# Your objective
Pick every line out of the entries below that holds the string "math", and report them.

****

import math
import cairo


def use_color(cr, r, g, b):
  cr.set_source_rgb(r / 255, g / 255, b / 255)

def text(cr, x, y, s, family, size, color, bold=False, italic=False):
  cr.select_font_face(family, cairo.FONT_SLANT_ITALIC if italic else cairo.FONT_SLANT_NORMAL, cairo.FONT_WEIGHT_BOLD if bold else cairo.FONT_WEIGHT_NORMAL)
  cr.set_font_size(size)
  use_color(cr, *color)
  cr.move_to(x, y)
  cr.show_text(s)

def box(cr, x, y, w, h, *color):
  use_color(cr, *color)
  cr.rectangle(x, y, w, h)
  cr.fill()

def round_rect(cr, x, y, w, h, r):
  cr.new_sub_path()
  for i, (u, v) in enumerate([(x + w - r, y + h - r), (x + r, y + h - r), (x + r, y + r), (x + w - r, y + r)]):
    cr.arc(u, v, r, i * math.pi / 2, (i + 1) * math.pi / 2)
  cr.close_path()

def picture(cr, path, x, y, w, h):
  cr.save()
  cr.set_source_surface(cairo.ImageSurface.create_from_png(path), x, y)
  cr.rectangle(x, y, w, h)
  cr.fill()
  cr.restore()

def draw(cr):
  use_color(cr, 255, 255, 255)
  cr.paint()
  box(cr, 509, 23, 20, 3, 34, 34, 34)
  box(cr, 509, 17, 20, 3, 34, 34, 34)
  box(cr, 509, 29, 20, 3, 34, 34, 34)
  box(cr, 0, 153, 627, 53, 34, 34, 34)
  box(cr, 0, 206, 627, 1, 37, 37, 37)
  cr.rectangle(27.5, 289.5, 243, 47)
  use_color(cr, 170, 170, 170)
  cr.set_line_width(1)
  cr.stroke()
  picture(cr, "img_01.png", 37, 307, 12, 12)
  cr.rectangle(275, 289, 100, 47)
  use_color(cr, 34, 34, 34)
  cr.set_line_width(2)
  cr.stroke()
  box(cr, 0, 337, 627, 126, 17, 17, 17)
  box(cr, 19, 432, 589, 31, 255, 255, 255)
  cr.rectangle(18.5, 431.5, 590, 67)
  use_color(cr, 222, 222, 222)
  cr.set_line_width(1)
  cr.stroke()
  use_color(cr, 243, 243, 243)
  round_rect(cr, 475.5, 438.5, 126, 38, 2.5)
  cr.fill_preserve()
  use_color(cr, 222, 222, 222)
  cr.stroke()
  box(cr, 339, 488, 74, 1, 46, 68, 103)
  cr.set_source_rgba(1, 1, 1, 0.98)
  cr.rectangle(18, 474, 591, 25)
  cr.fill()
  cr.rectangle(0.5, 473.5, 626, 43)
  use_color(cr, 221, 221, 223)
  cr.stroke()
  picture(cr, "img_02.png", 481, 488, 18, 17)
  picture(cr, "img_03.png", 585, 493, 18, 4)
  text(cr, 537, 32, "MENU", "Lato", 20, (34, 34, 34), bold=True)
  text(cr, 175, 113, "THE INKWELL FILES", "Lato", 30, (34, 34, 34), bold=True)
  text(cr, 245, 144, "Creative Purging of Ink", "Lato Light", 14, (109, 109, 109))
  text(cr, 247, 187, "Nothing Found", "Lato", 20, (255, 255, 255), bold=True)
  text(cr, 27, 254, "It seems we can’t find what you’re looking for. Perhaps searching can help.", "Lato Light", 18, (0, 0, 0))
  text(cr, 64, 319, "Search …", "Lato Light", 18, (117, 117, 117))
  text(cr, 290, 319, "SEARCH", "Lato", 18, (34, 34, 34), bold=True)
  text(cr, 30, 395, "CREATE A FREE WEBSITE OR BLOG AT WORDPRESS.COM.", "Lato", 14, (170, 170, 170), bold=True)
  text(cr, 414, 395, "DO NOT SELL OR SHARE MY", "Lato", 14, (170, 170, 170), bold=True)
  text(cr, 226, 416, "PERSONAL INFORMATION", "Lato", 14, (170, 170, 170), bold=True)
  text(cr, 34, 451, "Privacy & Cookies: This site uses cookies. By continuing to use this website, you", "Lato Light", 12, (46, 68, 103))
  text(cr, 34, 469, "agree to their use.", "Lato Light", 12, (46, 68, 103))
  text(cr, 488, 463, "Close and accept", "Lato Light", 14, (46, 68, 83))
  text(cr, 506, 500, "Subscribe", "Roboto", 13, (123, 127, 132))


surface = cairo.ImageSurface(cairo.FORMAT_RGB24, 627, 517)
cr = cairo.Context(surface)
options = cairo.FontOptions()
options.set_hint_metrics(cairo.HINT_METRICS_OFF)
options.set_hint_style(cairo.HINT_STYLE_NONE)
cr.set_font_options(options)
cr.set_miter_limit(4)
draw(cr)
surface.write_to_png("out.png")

****

# Answer section
import math
    cr.arc(u, v, r, i * math.pi / 2, (i + 1) * math.pi / 2)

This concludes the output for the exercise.